7. Conclusion and Outlook
Finally, we will draw several lessons from what is going on as discussed above around research data management at Irstea:
- The commitment of other management teams to construct a global Irstea service offer that includes STI services among others, fully affirms the legitimacy of STI to coordinate the “data management” process. Data management is actually transversal and involves all actors in scientific production, thus including complementary activities, necessitating hybrid skills that call upon, in particular, IT, legal, documentary, editorial and statistical techniques or knowledge. This requires adaptation to technological developments and changes in scientific practices. A good example would be the increase in use of text and data mining, which has already turned practices upside down, reintroducing an old problem which, in the era of Big Data, is now unavoidable: it is no longer possible, whatever the discipline and scale (team, research unit, institution, collaborative structure,…) to not organise data or to do so without integrating all its possible uses.
- The inquiries and thinking around data management has allowed us to examine work methods, re-questioning not only STI workflows organisation, but also the organisation of links between scientific teams, IT management teams, advocacy, legal and other operational chains. Data management organisation has led us to overcome the inertia of working habits and separation of departments.
- Data management also raises questions about the construction of information systems and interoperability of its information repositories (Agosti, Ferro, & Silvello, 2016). In the context of e-science, interoperability is more than ever a crucial issue for the dissemination of research products to decision makers and in society at large. This can only be achieved through an intelligent access and resource exploitation system both internally and externally. Moreover, the links between data, publications and all other scientific or technical productions (reports, patents…), produced by the same research project, is a middle-term objective of Irstea.

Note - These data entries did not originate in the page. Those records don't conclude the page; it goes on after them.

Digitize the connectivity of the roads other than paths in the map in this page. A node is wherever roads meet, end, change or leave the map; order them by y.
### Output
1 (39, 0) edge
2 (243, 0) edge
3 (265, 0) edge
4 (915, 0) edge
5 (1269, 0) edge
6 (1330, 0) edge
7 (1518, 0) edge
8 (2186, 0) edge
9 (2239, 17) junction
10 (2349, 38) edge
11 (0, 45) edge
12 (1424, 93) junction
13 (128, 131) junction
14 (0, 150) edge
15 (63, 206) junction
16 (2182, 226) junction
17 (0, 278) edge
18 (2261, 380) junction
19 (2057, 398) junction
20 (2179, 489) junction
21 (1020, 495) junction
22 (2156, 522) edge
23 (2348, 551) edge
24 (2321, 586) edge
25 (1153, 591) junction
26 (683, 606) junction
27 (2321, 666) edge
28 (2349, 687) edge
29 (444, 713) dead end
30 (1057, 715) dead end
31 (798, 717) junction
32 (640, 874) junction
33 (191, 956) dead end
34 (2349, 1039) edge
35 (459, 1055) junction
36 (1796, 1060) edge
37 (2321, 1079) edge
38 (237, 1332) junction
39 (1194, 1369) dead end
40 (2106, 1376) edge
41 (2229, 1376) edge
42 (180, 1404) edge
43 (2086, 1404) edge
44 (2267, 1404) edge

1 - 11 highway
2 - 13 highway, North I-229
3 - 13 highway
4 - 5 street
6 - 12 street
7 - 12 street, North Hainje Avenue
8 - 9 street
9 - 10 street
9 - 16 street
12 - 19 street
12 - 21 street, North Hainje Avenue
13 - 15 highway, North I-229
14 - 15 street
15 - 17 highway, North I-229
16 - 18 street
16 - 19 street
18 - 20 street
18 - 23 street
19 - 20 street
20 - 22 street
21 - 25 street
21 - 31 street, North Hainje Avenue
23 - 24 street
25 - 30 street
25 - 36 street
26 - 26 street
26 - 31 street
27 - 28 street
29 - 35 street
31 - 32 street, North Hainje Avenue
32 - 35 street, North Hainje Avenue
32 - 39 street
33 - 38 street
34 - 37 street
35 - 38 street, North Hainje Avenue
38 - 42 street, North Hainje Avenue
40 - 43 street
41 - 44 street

Nevertheless, the institute is beginning to integrate its transversal and encompassing vision of its information system thanks to a close collaboration between STI (clearly identified as integrative spokesperson for the project initiator) and the IT management team, whose position as project initiator is without ambiguity.
- Data management also includes the question of the implementation of a metadata and shared standards policy at Irstea. In the medium term, and for the purpose of updating the information system, the implementation of metadata and “standards” associated with controlled vocabularies, such as the thesaurus, has become a central issue for ensuring interoperability between the different databases. Interoperability management will be achieved in particular by the creation of metadata templates, integrating the different internal policies: textual productions, data, scientific archives… This project is now ongoing in our institute.
- Support for stakeholders in data management is crucial, and the setting up of transversal collectives bringing together scientists, librarians, IT experts and other skilled staff is necessary for the top-down and bottom-up initiatives concerning data convergence.